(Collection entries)

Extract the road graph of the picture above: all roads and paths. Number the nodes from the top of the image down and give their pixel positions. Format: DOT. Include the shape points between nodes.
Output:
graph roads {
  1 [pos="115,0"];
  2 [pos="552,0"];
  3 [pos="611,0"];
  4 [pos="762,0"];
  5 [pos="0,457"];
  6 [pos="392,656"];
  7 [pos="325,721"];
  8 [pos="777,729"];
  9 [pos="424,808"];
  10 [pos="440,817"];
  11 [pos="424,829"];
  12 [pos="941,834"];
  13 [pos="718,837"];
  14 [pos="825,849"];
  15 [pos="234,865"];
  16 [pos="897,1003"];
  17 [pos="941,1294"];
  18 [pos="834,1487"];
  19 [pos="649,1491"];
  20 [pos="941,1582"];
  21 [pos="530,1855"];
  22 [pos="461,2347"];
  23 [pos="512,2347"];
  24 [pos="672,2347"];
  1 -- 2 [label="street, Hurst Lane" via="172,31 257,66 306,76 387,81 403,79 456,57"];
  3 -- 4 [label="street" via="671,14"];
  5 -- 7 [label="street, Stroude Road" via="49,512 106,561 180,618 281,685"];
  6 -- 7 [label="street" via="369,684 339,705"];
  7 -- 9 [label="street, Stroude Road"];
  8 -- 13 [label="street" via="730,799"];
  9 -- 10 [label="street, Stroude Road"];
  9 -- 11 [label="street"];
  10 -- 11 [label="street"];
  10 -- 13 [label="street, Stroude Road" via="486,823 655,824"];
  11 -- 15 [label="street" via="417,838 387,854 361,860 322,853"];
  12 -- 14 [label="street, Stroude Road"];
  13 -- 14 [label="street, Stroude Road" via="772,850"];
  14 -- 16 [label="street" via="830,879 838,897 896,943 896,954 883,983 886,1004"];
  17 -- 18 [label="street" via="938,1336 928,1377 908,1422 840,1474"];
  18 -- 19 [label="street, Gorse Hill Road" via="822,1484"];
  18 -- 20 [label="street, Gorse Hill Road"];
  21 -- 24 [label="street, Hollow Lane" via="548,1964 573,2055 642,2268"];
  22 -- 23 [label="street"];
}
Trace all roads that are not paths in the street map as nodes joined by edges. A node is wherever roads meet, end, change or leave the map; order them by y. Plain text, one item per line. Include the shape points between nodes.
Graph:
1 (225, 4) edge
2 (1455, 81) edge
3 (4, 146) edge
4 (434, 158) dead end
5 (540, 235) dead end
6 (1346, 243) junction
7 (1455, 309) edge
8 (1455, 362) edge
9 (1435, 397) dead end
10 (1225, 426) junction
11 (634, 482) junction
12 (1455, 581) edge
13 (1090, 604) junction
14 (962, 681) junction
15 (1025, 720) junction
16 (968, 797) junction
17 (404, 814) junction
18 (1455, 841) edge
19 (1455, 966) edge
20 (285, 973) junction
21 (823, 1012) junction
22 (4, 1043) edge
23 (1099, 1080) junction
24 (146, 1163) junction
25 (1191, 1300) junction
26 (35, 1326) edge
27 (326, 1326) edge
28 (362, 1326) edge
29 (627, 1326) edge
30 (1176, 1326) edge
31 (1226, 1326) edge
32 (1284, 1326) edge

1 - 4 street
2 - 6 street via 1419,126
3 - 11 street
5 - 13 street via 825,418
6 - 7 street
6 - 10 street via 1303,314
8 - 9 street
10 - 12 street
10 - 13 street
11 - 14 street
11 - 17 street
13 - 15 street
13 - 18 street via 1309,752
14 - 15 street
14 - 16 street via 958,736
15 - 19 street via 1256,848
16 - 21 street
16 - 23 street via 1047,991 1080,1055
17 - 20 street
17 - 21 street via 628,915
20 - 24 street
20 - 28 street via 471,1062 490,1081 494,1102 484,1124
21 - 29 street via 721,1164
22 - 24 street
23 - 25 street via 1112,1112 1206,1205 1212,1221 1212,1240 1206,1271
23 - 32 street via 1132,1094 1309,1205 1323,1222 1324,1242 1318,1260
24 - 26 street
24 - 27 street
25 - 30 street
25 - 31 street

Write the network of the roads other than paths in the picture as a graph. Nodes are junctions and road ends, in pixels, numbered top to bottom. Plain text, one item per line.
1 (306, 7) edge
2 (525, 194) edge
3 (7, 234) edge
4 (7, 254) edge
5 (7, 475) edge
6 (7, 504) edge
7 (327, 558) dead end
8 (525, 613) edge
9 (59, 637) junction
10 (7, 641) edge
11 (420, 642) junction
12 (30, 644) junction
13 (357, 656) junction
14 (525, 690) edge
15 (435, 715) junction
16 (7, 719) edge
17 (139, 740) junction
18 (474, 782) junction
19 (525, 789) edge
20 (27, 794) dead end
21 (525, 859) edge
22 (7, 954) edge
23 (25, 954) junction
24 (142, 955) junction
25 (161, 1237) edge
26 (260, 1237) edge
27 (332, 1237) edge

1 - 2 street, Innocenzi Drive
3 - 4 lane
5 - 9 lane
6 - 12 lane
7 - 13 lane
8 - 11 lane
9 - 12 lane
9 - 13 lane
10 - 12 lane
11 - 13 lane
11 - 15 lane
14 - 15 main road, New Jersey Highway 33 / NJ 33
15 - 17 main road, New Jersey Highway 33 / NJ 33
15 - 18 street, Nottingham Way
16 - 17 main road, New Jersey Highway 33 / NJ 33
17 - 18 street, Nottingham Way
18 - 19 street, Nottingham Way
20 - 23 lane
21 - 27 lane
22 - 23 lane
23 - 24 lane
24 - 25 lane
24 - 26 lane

▶ _What you will do_
Would you write out each entry precisely as it is given?

▶ _Task output_
Extract the road graph of the picture above: all roads and paths. Number the nodes from the top of the image down and give their pixel positions. Format: DOT. Include the shape points between nodes.
Output:
graph roads {
  1 [pos="115,0"];
  2 [pos="552,0"];
  3 [pos="611,0"];
  4 [pos="762,0"];
  5 [pos="0,457"];
  6 [pos="392,656"];
  7 [pos="325,721"];
  8 [pos="777,729"];
  9 [pos="424,808"];
  10 [pos="440,817"];
  11 [pos="424,829"];
  12 [pos="941,834"];
  13 [pos="718,837"];
  14 [pos="825,849"];
  15 [pos="234,865"];
  16 [pos="897,1003"];
  17 [pos="941,1294"];
  18 [pos="834,1487"];
  19 [pos="649,1491"];
  20 [pos="941,1582"];
  21 [pos="530,1855"];
  22 [pos="461,2347"];
  23 [pos="512,2347"];
  24 [pos="672,2347"];
  1 -- 2 [label="street, Hurst Lane" via="172,31 257,66 306,76 387,81 403,79 456,57"];
  3 -- 4 [label="street" via="671,14"];
  5 -- 7 [label="street, Stroude Road" via="49,512 106,561 180,618 281,685"];
  6 -- 7 [label="street" via="369,684 339,705"];
  7 -- 9 [label="street, Stroude Road"];
  8 -- 13 [label="street" via="730,799"];
  9 -- 10 [label="street, Stroude Road"];
  9 -- 11 [label="street"];
  10 -- 11 [label="street"];
  10 -- 13 [label="street, Stroude Road" via="486,823 655,824"];
  11 -- 15 [label="street" via="417,838 387,854 361,860 322,853"];
  12 -- 14 [label="street, Stroude Road"];
  13 -- 14 [label="street, Stroude Road" via="772,850"];
  14 -- 16 [label="street" via="830,879 838,897 896,943 896,954 883,983 886,1004"];
  17 -- 18 [label="street" via="938,1336 928,1377 908,1422 840,1474"];
  18 -- 19 [label="street, Gorse Hill Road" via="822,1484"];
  18 -- 20 [label="street, Gorse Hill Road"];
  21 -- 24 [label="street, Hollow Lane" via="548,1964 573,2055 642,2268"];
  22 -- 23 [label="street"];
}
Trace all roads that are not paths in the street map as nodes joined by edges. A node is wherever roads meet, end, change or leave the map; order them by y. Plain text, one item per line. Include the shape points between nodes.
Graph:
1 (225, 4) edge
2 (1455, 81) edge
3 (4, 146) edge
4 (434, 158) dead end
5 (540, 235) dead end
6 (1346, 243) junction
7 (1455, 309) edge
8 (1455, 362) edge
9 (1435, 397) dead end
10 (1225, 426) junction
11 (634, 482) junction
12 (1455, 581) edge
13 (1090, 604) junction
14 (962, 681) junction
15 (1025, 720) junction
16 (968, 797) junction
17 (404, 814) junction
18 (1455, 841) edge
19 (1455, 966) edge
20 (285, 973) junction
21 (823, 1012) junction
22 (4, 1043) edge
23 (1099, 1080) junction
24 (146, 1163) junction
25 (1191, 1300) junction
26 (35, 1326) edge
27 (326, 1326) edge
28 (362, 1326) edge
29 (627, 1326) edge
30 (1176, 1326) edge
31 (1226, 1326) edge
32 (1284, 1326) edge

1 - 4 street
2 - 6 street via 1419,126
3 - 11 street
5 - 13 street via 825,418
6 - 7 street
6 - 10 street via 1303,314
8 - 9 street
10 - 12 street
10 - 13 street
11 - 14 street
11 - 17 street
13 - 15 street
13 - 18 street via 1309,752
14 - 15 street
14 - 16 street via 958,736
15 - 19 street via 1256,848
16 - 21 street
16 - 23 street via 1047,991 1080,1055
17 - 20 street
17 - 21 street via 628,915
20 - 24 street
20 - 28 street via 471,1062 490,1081 494,1102 484,1124
21 - 29 street via 721,1164
22 - 24 street
23 - 25 street via 1112,1112 1206,1205 1212,1221 1212,1240 1206,1271
23 - 32 street via 1132,1094 1309,1205 1323,1222 1324,1242 1318,1260
24 - 26 street
24 - 27 street
25 - 30 street
25 - 31 street

Write the network of the roads other than paths in the picture as a graph. Nodes are junctions and road ends, in pixels, numbered top to bottom. Plain text, one item per line.
1 (306, 7) edge
2 (525, 194) edge
3 (7, 234) edge
4 (7, 254) edge
5 (7, 475) edge
6 (7, 504) edge
7 (327, 558) dead end
8 (525, 613) edge
9 (59, 637) junction
10 (7, 641) edge
11 (420, 642) junction
12 (30, 644) junction
13 (357, 656) junction
14 (525, 690) edge
15 (435, 715) junction
16 (7, 719) edge
17 (139, 740) junction
18 (474, 782) junction
19 (525, 789) edge
20 (27, 794) dead end
21 (525, 859) edge
22 (7, 954) edge
23 (25, 954) junction
24 (142, 955) junction
25 (161, 1237) edge
26 (260, 1237) edge
27 (332, 1237) edge

1 - 2 street, Innocenzi Drive
3 - 4 lane
5 - 9 lane
6 - 12 lane
7 - 13 lane
8 - 11 lane
9 - 12 lane
9 - 13 lane
10 - 12 lane
11 - 13 lane
11 - 15 lane
14 - 15 main road, New Jersey Highway 33 / NJ 33
15 - 17 main road, New Jersey Highway 33 / NJ 33
15 - 18 street, Nottingham Way
16 - 17 main road, New Jersey Highway 33 / NJ 33
17 - 18 street, Nottingham Way
18 - 19 street, Nottingham Way
20 - 23 lane
21 - 27 lane
22 - 23 lane
23 - 24 lane
24 - 25 lane
24 - 26 lane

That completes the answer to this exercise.